→ **DATA UNDER STUDY**:
━━━━━━━━

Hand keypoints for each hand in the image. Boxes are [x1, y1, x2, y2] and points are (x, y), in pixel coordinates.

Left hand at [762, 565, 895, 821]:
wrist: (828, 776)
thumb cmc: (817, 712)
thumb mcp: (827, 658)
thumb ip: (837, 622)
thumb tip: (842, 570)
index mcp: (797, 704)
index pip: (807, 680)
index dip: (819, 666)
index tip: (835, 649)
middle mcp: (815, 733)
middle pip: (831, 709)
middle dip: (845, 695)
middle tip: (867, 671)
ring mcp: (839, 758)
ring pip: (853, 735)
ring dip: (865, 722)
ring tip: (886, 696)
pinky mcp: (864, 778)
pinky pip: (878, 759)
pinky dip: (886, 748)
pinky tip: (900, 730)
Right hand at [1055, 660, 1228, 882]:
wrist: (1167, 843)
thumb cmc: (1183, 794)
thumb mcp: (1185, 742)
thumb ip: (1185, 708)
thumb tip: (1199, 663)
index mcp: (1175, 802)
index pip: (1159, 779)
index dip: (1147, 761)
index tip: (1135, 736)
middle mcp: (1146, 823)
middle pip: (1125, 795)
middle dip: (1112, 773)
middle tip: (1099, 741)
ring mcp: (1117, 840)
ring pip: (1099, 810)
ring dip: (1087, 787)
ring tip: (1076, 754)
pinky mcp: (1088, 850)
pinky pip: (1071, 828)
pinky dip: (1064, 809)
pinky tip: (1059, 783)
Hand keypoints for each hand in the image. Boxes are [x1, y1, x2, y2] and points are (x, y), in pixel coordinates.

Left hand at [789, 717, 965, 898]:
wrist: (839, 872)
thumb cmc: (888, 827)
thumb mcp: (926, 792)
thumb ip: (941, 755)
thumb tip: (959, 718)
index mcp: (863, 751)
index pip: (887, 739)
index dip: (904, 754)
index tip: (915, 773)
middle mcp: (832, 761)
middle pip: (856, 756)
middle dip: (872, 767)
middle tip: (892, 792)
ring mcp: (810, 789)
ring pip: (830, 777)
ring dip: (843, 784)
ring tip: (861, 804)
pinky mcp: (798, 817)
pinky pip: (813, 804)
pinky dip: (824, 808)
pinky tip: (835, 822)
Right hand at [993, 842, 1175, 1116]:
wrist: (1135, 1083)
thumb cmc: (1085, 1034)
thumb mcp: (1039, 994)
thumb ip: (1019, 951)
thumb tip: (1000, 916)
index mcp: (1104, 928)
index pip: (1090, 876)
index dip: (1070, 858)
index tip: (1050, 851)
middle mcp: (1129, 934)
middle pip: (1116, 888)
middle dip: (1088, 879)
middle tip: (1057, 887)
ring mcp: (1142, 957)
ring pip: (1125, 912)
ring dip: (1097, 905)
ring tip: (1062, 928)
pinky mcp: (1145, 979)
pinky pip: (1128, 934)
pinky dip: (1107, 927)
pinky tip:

━━━━━━━━

→ **TO DO**: Each line of the records should be repeated exactly as it stands.

→ **RESPONSE TO THIS EXERCISE**:
Hand keypoints for each hand in the image. Boxes are [x1, y1, x2, y2] and points are (x, y), in pixel coordinates.

Left hand at [762, 565, 895, 821]:
wrist: (828, 776)
thumb cmc: (817, 712)
thumb mcp: (827, 658)
thumb ip: (837, 622)
thumb tip: (842, 570)
index mcp: (797, 704)
index pip: (807, 680)
index dip: (819, 666)
index tip: (835, 649)
middle mcp: (815, 733)
middle pip: (831, 709)
middle dip: (845, 695)
middle tip: (867, 671)
ring mcp: (839, 758)
ring pip: (853, 735)
ring dip: (865, 722)
ring tip: (886, 696)
pinky mcp: (864, 778)
pinky pip: (878, 759)
pinky dip: (886, 748)
pinky tip: (900, 730)
Right hand at [1055, 660, 1228, 882]:
wrist: (1167, 843)
thumb cmc: (1183, 794)
thumb mcp: (1185, 742)
thumb ip: (1185, 708)
thumb tip: (1199, 663)
index mcp: (1175, 802)
index pip: (1159, 779)
index dip: (1147, 761)
index tip: (1135, 736)
middle mcp: (1146, 823)
middle pip: (1125, 795)
middle dip: (1112, 773)
middle tip: (1099, 741)
ring mcp: (1117, 840)
ring pip: (1099, 810)
ring dip: (1087, 787)
ring tip: (1076, 754)
pinky mcp: (1088, 850)
pinky pip: (1071, 828)
pinky dip: (1064, 809)
pinky tip: (1059, 783)
Hand keypoints for each hand in the image. Boxes are [x1, y1, x2, y2] and points are (x, y), in pixel coordinates.

Left hand at [789, 717, 965, 898]:
wrist: (839, 872)
thumb cmc: (888, 827)
thumb mcp: (926, 792)
thumb ip: (941, 755)
thumb tip: (959, 718)
index mcp: (863, 751)
index pip: (887, 739)
index dip: (904, 754)
index tip: (915, 773)
middle mcp: (832, 761)
middle pip: (856, 756)
middle dip: (872, 767)
middle tip: (892, 792)
ring mcp: (810, 789)
ring pip: (830, 777)
ring dip: (843, 784)
ring tip: (861, 804)
pinky mcp: (798, 817)
pinky pip: (813, 804)
pinky dip: (824, 808)
pinky tip: (835, 822)
Right hand at [993, 842, 1175, 1116]:
wrist: (1135, 1083)
thumb cmc: (1085, 1034)
thumb mcp: (1039, 994)
thumb ip: (1019, 951)
thumb tip: (1000, 916)
index mcp: (1104, 928)
index pip: (1090, 876)
index dip: (1070, 858)
index tip: (1050, 851)
middle mcp: (1129, 934)
middle pip: (1116, 888)
middle dip: (1088, 879)
middle tip: (1057, 887)
ring mcp: (1142, 957)
ring pip: (1125, 912)
ring dip: (1097, 905)
ring tip: (1062, 928)
pinky mcp: (1145, 979)
pinky pip: (1128, 934)
pinky dip: (1107, 927)
pinky tip:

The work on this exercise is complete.